Not really, with just this one keyword. If you've ever used Ada,
you'll have seen much more verbosity than this. In fact, most of the
block structures in Pascal, Modula 2, Ada and similar require a begin
keyword - but it is positioned in such a way that it can't be used as
a 'here is a block structure' hint, so multiple predefined keywords
are needed in each case.

Avoiding verbosity is important, but it always involves trade-offs
with other language goals. Python is already frequently more verbose
than Perl - for example we need a 'len' function rather than a 'scalar
context' symbol to determine the length of a list - because
readability is given a higher priority in Python. I simply suspect
that it might be beneficial to consider a similar trade-off for
grammar-extensibility.

As for the appearance of starting a loop, why? - it is already used in
a number of languages as part of the start of structure (in Pascal
particularly, playing much the same role as the C '{' marker). In Ada,
loops are among the structures it is *not* used for. To my knowledge,
users of these languages don't suffer from confusion on this issue.

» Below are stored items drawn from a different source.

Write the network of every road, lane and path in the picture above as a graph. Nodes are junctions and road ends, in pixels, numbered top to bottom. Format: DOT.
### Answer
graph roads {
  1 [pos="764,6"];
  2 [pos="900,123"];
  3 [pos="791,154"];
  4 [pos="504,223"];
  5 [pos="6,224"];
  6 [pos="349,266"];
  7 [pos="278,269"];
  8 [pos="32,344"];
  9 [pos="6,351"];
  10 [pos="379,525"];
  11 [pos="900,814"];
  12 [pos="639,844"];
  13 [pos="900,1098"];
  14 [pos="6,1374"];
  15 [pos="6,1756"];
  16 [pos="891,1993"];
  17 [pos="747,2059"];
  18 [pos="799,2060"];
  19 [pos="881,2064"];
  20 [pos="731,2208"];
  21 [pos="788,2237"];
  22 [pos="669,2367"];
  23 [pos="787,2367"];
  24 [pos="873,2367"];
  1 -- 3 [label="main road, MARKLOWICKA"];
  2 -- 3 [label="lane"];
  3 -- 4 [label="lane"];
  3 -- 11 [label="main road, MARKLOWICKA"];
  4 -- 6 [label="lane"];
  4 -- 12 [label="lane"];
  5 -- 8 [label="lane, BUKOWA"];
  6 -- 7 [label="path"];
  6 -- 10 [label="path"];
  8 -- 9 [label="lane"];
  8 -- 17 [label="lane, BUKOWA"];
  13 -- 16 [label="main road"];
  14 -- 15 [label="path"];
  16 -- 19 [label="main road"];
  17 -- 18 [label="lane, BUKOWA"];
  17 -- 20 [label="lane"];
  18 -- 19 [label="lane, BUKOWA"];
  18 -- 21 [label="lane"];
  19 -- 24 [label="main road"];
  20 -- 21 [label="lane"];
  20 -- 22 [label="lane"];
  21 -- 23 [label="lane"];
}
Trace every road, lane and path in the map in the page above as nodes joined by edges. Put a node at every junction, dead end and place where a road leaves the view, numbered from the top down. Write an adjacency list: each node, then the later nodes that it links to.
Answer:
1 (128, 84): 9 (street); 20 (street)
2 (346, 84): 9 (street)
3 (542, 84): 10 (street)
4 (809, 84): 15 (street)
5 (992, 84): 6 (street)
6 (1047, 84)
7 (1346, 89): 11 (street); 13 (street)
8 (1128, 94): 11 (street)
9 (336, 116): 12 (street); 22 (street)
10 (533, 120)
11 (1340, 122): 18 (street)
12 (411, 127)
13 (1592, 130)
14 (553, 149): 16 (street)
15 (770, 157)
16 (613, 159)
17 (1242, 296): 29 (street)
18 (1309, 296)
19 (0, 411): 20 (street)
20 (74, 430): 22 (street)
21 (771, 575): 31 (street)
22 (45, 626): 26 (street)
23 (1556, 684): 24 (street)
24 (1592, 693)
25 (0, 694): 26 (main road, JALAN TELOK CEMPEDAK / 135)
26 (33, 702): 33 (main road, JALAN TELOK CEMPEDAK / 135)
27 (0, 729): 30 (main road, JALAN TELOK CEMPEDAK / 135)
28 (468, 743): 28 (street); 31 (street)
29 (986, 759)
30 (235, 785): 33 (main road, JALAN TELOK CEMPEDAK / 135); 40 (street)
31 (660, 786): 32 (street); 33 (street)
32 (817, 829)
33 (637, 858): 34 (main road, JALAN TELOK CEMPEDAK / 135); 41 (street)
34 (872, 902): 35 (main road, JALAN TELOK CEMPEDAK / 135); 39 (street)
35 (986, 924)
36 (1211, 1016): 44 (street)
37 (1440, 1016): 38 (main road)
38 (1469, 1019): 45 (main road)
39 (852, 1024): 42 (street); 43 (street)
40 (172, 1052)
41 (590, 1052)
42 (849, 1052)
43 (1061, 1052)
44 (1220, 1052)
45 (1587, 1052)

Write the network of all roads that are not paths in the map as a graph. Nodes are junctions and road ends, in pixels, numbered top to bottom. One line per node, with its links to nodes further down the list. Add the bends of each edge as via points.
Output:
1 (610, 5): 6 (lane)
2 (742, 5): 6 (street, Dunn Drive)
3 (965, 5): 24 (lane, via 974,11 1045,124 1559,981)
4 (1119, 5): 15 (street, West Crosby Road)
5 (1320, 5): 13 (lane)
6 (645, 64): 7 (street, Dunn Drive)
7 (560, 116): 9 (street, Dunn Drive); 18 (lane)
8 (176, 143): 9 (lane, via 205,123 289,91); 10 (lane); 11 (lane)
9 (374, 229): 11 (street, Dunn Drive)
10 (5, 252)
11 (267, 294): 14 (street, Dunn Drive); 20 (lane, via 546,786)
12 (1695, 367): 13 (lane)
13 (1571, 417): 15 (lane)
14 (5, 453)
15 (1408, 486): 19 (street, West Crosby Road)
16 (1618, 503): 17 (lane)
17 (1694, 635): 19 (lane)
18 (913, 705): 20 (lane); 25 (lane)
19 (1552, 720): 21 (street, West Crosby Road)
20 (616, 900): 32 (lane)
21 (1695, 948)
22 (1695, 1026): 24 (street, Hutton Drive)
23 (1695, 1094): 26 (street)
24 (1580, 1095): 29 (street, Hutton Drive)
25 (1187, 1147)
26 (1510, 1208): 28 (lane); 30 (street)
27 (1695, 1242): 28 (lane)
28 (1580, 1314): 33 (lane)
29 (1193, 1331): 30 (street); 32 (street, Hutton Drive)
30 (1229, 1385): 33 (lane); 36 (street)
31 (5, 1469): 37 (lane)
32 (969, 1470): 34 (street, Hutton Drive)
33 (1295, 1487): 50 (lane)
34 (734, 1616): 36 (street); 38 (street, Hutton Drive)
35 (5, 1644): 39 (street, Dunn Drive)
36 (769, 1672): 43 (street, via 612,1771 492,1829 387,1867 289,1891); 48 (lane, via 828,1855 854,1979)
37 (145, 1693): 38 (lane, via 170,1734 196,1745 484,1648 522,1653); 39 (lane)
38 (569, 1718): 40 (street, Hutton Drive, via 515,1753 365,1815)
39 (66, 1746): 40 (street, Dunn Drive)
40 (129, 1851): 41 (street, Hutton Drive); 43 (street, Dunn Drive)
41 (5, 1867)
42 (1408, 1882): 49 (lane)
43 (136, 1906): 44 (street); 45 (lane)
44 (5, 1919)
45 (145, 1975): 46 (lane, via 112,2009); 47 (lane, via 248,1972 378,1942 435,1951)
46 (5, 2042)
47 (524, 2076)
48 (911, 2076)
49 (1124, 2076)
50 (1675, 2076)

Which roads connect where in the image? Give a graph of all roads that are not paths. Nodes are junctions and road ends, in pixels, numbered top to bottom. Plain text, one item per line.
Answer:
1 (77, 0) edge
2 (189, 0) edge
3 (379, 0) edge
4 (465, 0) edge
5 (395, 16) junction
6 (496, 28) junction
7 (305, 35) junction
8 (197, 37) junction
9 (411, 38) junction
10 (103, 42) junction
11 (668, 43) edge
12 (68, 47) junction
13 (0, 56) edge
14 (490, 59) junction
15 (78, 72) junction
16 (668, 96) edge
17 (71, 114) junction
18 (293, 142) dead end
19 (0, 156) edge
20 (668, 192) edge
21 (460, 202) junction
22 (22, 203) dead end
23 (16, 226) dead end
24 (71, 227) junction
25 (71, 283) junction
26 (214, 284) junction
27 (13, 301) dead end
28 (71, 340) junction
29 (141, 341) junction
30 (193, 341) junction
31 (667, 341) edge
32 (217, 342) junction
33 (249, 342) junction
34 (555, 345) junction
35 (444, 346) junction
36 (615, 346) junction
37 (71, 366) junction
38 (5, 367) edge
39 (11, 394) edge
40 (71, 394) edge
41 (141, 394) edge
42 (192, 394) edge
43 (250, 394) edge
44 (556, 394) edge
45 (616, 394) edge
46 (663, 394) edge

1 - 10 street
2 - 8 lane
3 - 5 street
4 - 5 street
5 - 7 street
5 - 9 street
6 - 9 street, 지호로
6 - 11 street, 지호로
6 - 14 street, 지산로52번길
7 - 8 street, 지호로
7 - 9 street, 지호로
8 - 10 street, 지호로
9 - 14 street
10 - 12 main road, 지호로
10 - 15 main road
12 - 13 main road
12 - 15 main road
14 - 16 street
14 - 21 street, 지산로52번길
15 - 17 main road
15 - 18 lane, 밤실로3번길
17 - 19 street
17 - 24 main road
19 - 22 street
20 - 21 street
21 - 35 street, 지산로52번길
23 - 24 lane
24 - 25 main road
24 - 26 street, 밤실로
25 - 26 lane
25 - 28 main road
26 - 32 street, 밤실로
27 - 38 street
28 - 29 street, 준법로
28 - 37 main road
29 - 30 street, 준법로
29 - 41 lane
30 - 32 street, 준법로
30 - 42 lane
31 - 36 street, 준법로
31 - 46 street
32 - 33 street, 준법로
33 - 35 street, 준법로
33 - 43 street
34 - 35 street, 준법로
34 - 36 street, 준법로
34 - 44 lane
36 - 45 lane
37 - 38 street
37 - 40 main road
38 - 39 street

>> and because only 'begin' would be a keyword ('procedure' etc being
>> ordinary identifiers, which only have special meaning after the
>> 'begin' keyword) any new structure could be added without needing new
>> keywords or obscure operator combinations - old code would be safe
>> from at least one aspect of the evolution of the language.
>
>not true, unless the parser doesn't look at your code-block. Consider
>the 'yield' keyword. Older python-parsers produce a 'SyntaxError'. 
>If you would esacape that with 'begin yield' then the parsing process
>starts to loose a lot of meaning (apart from beeing very ugly).

By 'one aspect', I mean the identification of block structures, not
any special statements used inside the blocks. 'break', 'continue',
'return' and the like would need another mechanism to support
extensions without new keywords, if that was considered worthwhile.

However, in this alternative universe, there would be no need for
yield. The more sensible (IMHO) alternative would be to start
generators using 'begin generator (args)' and use the return statement
to return values from the generator.

>> So using perlish symbols isn't by any means my ideal - I just think
>> that in the long run there may already be a risk of serious creaping
>> perlishness (due to the resistance to adding new keywords)
>
>um, this sentence somewhat means that python is already perlish :-)

Yes. For instance, to determine whether a 'def' definition is for a
function or a generator, you cannot simply look at its definition -
you have to search the body to see if it contains 'yield' statements
or not and infer whether it is a generator from that. It is not
explicit from the start what you are dealing with, and it is therefore
a bit unclear and potentially misleading and confusing.

Seems a tad perlish to me :-(

Please note - this is not intended as a serious criticism. Generators
are a valuable addition to the language and, given the pre-existing
circumstances, this syntax had as much merit as any other. I'm simply
suggesting that, in an alternative universe where the language grammar
was designed to be easily extensible from the start, language
extensions such as generators might have been more easily and clearly
accomodated without creating compatibility issues.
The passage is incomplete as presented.